YOUR ASSIGNMENT: A word-for-word transcription of the whole listing is required.

====== EXERCISE DATA ======

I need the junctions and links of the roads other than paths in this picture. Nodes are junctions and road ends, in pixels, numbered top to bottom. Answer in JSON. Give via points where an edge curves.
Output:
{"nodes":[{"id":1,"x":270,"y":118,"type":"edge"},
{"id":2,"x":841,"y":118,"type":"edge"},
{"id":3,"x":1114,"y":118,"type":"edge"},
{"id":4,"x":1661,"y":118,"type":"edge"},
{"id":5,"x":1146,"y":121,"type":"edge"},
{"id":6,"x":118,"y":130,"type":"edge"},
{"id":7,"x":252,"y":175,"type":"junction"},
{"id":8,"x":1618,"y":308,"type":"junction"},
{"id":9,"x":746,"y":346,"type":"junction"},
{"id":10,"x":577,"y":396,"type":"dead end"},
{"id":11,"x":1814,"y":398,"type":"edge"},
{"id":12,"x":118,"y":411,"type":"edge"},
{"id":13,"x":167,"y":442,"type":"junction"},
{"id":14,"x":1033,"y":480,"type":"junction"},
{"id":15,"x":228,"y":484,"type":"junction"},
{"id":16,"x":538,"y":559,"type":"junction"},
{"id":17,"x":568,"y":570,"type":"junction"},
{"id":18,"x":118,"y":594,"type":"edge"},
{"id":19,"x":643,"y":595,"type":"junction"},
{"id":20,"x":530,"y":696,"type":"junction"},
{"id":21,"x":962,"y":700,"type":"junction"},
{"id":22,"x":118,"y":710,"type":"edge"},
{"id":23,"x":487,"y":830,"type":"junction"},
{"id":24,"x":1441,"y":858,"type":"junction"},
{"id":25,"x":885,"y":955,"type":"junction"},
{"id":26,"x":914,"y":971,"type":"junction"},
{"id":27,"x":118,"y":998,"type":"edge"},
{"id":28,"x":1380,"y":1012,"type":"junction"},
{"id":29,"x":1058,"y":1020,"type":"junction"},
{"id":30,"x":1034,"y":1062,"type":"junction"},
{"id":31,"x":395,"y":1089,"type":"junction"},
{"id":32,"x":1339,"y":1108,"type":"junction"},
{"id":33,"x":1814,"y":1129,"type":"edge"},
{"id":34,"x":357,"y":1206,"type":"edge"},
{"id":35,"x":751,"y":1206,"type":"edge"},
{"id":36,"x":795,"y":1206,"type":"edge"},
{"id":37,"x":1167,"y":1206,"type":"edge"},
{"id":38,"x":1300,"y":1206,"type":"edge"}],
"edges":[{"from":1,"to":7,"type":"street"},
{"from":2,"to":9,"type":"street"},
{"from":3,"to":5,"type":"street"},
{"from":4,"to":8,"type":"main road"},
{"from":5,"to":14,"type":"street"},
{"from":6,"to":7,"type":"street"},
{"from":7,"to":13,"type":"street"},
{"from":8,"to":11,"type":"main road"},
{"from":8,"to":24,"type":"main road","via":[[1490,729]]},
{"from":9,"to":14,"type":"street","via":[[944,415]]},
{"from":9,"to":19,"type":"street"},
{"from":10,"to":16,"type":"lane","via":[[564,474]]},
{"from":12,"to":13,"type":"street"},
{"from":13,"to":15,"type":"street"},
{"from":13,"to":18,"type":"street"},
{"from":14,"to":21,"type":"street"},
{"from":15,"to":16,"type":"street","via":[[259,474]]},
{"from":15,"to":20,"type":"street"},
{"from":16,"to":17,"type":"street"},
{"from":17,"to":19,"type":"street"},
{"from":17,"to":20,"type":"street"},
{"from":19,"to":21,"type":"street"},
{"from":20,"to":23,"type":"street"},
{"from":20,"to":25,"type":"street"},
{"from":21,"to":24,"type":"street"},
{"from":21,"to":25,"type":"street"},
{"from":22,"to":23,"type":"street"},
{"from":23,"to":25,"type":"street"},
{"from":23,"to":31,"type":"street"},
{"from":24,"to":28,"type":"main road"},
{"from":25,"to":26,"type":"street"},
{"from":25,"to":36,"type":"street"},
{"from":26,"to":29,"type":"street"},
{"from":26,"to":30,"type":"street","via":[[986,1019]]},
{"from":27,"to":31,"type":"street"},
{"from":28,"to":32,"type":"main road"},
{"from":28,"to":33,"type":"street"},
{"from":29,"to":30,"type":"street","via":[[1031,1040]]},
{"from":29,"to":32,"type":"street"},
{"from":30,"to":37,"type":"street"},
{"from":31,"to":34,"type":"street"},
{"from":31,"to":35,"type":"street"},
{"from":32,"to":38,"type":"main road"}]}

======

WORKED SOLUTION:
I need the junctions and links of the roads other than paths in this picture. Nodes are junctions and road ends, in pixels, numbered top to bottom. Answer in JSON. Give via points where an edge curves.
Output:
{"nodes":[{"id":1,"x":270,"y":118,"type":"edge"},
{"id":2,"x":841,"y":118,"type":"edge"},
{"id":3,"x":1114,"y":118,"type":"edge"},
{"id":4,"x":1661,"y":118,"type":"edge"},
{"id":5,"x":1146,"y":121,"type":"edge"},
{"id":6,"x":118,"y":130,"type":"edge"},
{"id":7,"x":252,"y":175,"type":"junction"},
{"id":8,"x":1618,"y":308,"type":"junction"},
{"id":9,"x":746,"y":346,"type":"junction"},
{"id":10,"x":577,"y":396,"type":"dead end"},
{"id":11,"x":1814,"y":398,"type":"edge"},
{"id":12,"x":118,"y":411,"type":"edge"},
{"id":13,"x":167,"y":442,"type":"junction"},
{"id":14,"x":1033,"y":480,"type":"junction"},
{"id":15,"x":228,"y":484,"type":"junction"},
{"id":16,"x":538,"y":559,"type":"junction"},
{"id":17,"x":568,"y":570,"type":"junction"},
{"id":18,"x":118,"y":594,"type":"edge"},
{"id":19,"x":643,"y":595,"type":"junction"},
{"id":20,"x":530,"y":696,"type":"junction"},
{"id":21,"x":962,"y":700,"type":"junction"},
{"id":22,"x":118,"y":710,"type":"edge"},
{"id":23,"x":487,"y":830,"type":"junction"},
{"id":24,"x":1441,"y":858,"type":"junction"},
{"id":25,"x":885,"y":955,"type":"junction"},
{"id":26,"x":914,"y":971,"type":"junction"},
{"id":27,"x":118,"y":998,"type":"edge"},
{"id":28,"x":1380,"y":1012,"type":"junction"},
{"id":29,"x":1058,"y":1020,"type":"junction"},
{"id":30,"x":1034,"y":1062,"type":"junction"},
{"id":31,"x":395,"y":1089,"type":"junction"},
{"id":32,"x":1339,"y":1108,"type":"junction"},
{"id":33,"x":1814,"y":1129,"type":"edge"},
{"id":34,"x":357,"y":1206,"type":"edge"},
{"id":35,"x":751,"y":1206,"type":"edge"},
{"id":36,"x":795,"y":1206,"type":"edge"},
{"id":37,"x":1167,"y":1206,"type":"edge"},
{"id":38,"x":1300,"y":1206,"type":"edge"}],
"edges":[{"from":1,"to":7,"type":"street"},
{"from":2,"to":9,"type":"street"},
{"from":3,"to":5,"type":"street"},
{"from":4,"to":8,"type":"main road"},
{"from":5,"to":14,"type":"street"},
{"from":6,"to":7,"type":"street"},
{"from":7,"to":13,"type":"street"},
{"from":8,"to":11,"type":"main road"},
{"from":8,"to":24,"type":"main road","via":[[1490,729]]},
{"from":9,"to":14,"type":"street","via":[[944,415]]},
{"from":9,"to":19,"type":"street"},
{"from":10,"to":16,"type":"lane","via":[[564,474]]},
{"from":12,"to":13,"type":"street"},
{"from":13,"to":15,"type":"street"},
{"from":13,"to":18,"type":"street"},
{"from":14,"to":21,"type":"street"},
{"from":15,"to":16,"type":"street","via":[[259,474]]},
{"from":15,"to":20,"type":"street"},
{"from":16,"to":17,"type":"street"},
{"from":17,"to":19,"type":"street"},
{"from":17,"to":20,"type":"street"},
{"from":19,"to":21,"type":"street"},
{"from":20,"to":23,"type":"street"},
{"from":20,"to":25,"type":"street"},
{"from":21,"to":24,"type":"street"},
{"from":21,"to":25,"type":"street"},
{"from":22,"to":23,"type":"street"},
{"from":23,"to":25,"type":"street"},
{"from":23,"to":31,"type":"street"},
{"from":24,"to":28,"type":"main road"},
{"from":25,"to":26,"type":"street"},
{"from":25,"to":36,"type":"street"},
{"from":26,"to":29,"type":"street"},
{"from":26,"to":30,"type":"street","via":[[986,1019]]},
{"from":27,"to":31,"type":"street"},
{"from":28,"to":32,"type":"main road"},
{"from":28,"to":33,"type":"street"},
{"from":29,"to":30,"type":"street","via":[[1031,1040]]},
{"from":29,"to":32,"type":"street"},
{"from":30,"to":37,"type":"street"},
{"from":31,"to":34,"type":"street"},
{"from":31,"to":35,"type":"street"},
{"from":32,"to":38,"type":"main road"}]}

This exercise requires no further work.